(RECORDS TO USE begins)

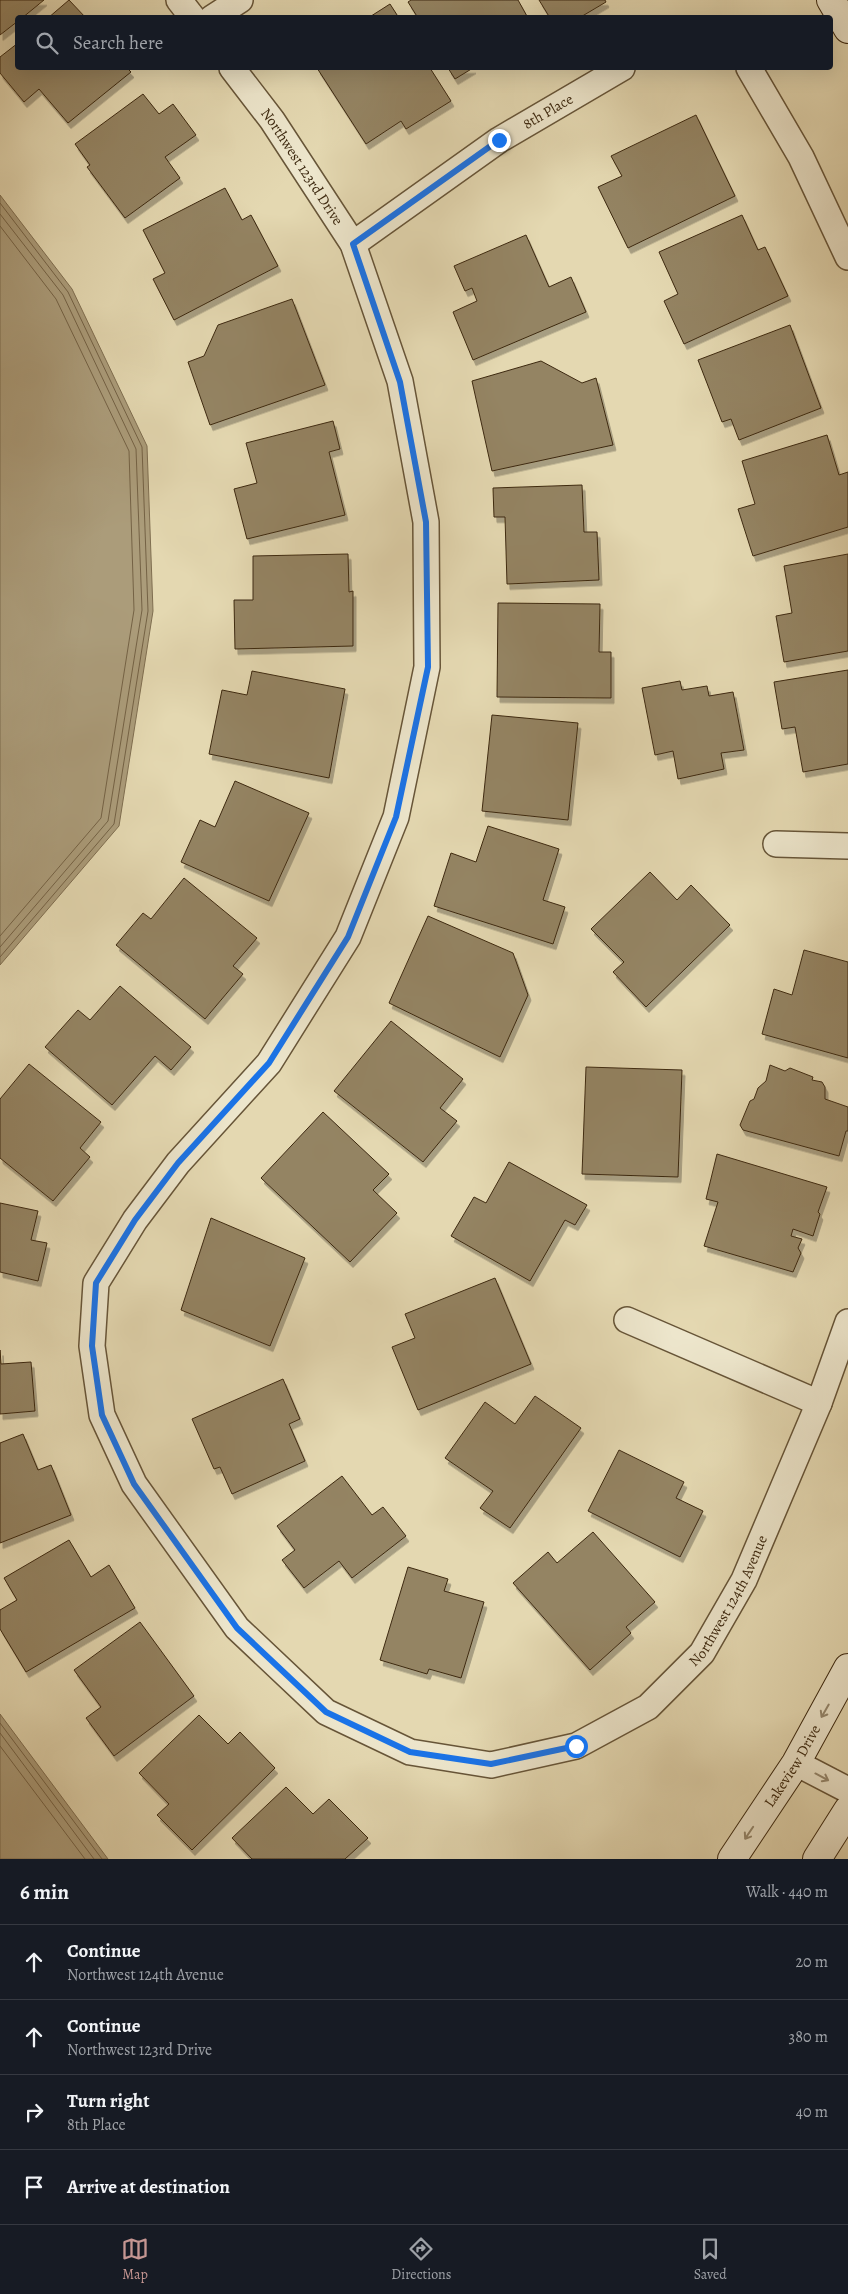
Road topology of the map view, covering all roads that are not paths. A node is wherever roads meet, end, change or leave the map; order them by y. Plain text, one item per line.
1 (179, 0) edge
2 (240, 0) edge
3 (831, 0) edge
4 (191, 15) edge
5 (217, 15) edge
6 (848, 29) edge
7 (234, 70) edge
8 (619, 70) edge
9 (751, 70) edge
10 (353, 244) junction
11 (848, 257) edge
12 (776, 844) dead end
13 (848, 846) edge
14 (628, 1320) dead end
15 (848, 1322) edge
16 (819, 1402) junction
17 (846, 1678) edge
18 (796, 1763) junction
19 (491, 1764) joint
20 (848, 1790) edge
21 (848, 1810) edge
22 (732, 1859) edge
23 (816, 1859) edge

1 - 4 street
2 - 5 street
3 - 6 street
7 - 10 street, Northwest 123rd Drive
8 - 10 street, 8th Place
9 - 11 street
10 - 19 street, Northwest 123rd Drive
12 - 13 street
14 - 16 street
15 - 16 street, Northwest 124th Avenue
16 - 19 street, Northwest 124th Avenue
17 -> 18 street, Lakeview Drive
18 -> 20 street
18 -> 22 street, Lakeview Drive
21 - 23 street

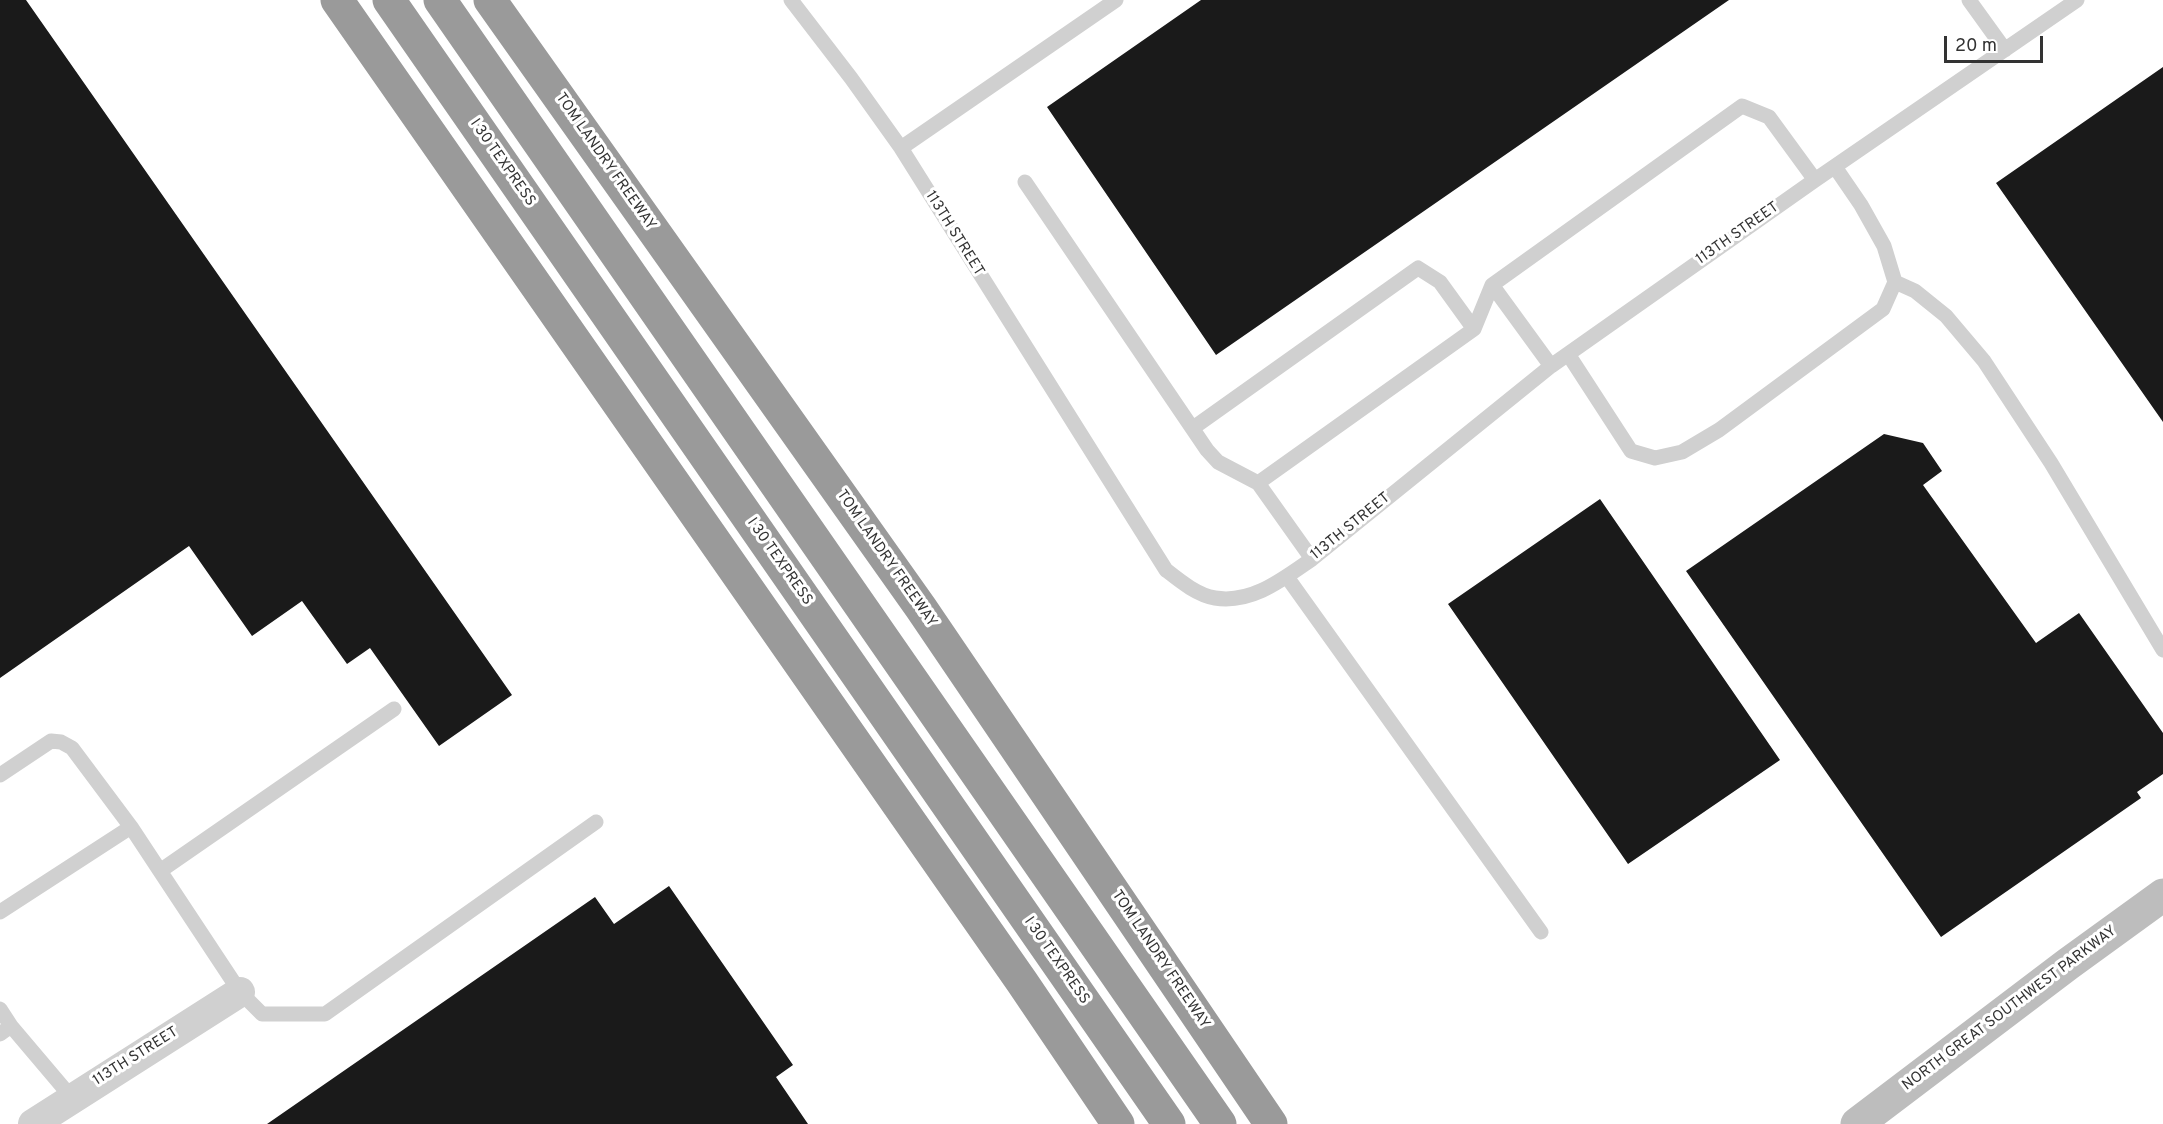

(RECORDS TO USE ends)

■ REQUIRED WORK: Would you write out the data exactly, with no pictures in the copy?

■ RESULT OF THE TASK:
Road topology of the map view, covering all roads that are not paths. A node is wherever roads meet, end, change or leave the map; order them by y. Plain text, one item per line.
1 (179, 0) edge
2 (240, 0) edge
3 (831, 0) edge
4 (191, 15) edge
5 (217, 15) edge
6 (848, 29) edge
7 (234, 70) edge
8 (619, 70) edge
9 (751, 70) edge
10 (353, 244) junction
11 (848, 257) edge
12 (776, 844) dead end
13 (848, 846) edge
14 (628, 1320) dead end
15 (848, 1322) edge
16 (819, 1402) junction
17 (846, 1678) edge
18 (796, 1763) junction
19 (491, 1764) joint
20 (848, 1790) edge
21 (848, 1810) edge
22 (732, 1859) edge
23 (816, 1859) edge

1 - 4 street
2 - 5 street
3 - 6 street
7 - 10 street, Northwest 123rd Drive
8 - 10 street, 8th Place
9 - 11 street
10 - 19 street, Northwest 123rd Drive
12 - 13 street
14 - 16 street
15 - 16 street, Northwest 124th Avenue
16 - 19 street, Northwest 124th Avenue
17 -> 18 street, Lakeview Drive
18 -> 20 street
18 -> 22 street, Lakeview Drive
21 - 23 street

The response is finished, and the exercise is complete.